Por Abraji – A Abraji lançou o Monitor de Assédio Judicial contra Jornalistas no Brasil na noite desta quarta-feira (24.abr.2024), com o objetivo de sistematizar as ações judiciais movidas contra jornalistas que visam intimidar, fragilizar e silenciar o trabalho jornalístico. A pesquisa revelou a existência de 654 processos que tramitam em varas de todo o país, focalizando 84 casos de assédio judicial. O lançamento foi feito em evento na Faculdade de Direito da USP, em São Paulo.
Os resultados da pesquisa que conceituou, mapeou e sistematizou os dados sobre o fenômeno do assédio judicial no Brasil foram compilados em um relatório, disponível ao público em três idiomas – Português, Inglês e Espanhol. ACESSE O RELATÓRIO AQUI
O relatório define assédio judicial como “o uso de medidas judiciais de efeitos intimidatórios contra o jornalista, em reação desproporcional à atuação jornalística lícita sobre temas de interesse público”. Trata de processos movidos por pessoa física ou jurídica, em contexto de desequilíbrio entre as partes, em desfavor de pessoa jornalista, e que possam causar consequências judiciais intimidatórias à vítima. O estudo destaca que a ação judicial precisa ser evidentemente infundada ou que as estratégias processuais utilizadas sejam abusivas, causando exaustão à vítima e prejuízo no exercício de seu direito de defesa.
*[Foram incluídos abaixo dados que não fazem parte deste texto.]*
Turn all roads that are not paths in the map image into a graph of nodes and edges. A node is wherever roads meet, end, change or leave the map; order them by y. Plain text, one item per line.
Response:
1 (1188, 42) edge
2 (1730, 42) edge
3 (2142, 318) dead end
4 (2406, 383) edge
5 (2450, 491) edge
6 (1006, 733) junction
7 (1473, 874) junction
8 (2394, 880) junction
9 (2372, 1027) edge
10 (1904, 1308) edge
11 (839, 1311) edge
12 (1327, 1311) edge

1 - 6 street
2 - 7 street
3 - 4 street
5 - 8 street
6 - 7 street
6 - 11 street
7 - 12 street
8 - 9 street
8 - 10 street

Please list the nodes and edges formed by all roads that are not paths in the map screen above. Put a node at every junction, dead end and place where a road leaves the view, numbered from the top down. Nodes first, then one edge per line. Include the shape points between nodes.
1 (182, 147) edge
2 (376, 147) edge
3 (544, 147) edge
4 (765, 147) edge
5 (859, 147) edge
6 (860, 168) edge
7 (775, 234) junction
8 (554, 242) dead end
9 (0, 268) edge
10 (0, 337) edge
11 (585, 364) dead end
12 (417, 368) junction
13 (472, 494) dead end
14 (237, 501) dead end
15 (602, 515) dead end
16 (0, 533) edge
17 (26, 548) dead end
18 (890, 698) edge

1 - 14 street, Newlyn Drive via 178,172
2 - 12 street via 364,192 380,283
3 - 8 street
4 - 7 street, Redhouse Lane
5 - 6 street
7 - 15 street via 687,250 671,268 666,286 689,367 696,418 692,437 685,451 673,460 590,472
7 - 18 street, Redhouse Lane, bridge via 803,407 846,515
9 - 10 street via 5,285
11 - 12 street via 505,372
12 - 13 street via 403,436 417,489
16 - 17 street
Os dados foram coletados pelo registro de casos notórios, denúncias compartilhadas por jornalistas e organizações parceiras e a extração de processos por meio do acervo de jurisprudência do Tribunal de Justiça de São Paulo. Um banco de dados foi estruturado, contando com a análise de 45 variáveis quantitativas, resumidas em 14 segmentos. A planilha de dados com a catalogação dos casos utilizados na pesquisa é pública e pode ser acessada no site do Monitor. Outra ferramenta importante, encontrada no site, é o canal de denúncias, voltado a jornalistas e comunicadores que foram alvos de ações judiciais abusivas, acessando aqui.
Entre as informações coletadas e analisadas pela equipe, que foi comandada pela coordenadora jurídica da Abraji, Letícia Kleim, estão as características de quem ingressa com essas ações e seus advogados, quem são os réus, onde o processo tramita, data e informações sobre o conteúdo do processo: a argumentação e os pedidos apresentados, o teor e o veículo da publicação jornalística que deu origem à demanda judicial, o número de processos relacionados a um mesmo caso, assim como os resultados em cada uma das instâncias até o trânsito em julgado, se houver.
“Abuso do direito de ação”
O evento realizado pela Abraji na USP teve o jurista e professor da universidade Rafael Mafei como mediador. Ele é um dos responsáveis pelo Monitor, ao lado da pesquisadora Bianca Villas Bôas, que apresentou ao público os dados do relatório. Foram convidados para o debate a advogada especialista na defesa da imprensa Taís Gasparian, fundadora do instituto Tornavoz, que, como lembrou Mafei, foi quem cunhou há mais de 15 anos o termo “assédio judicial”, e o jornalista Allan de Abreu, da revista piauí.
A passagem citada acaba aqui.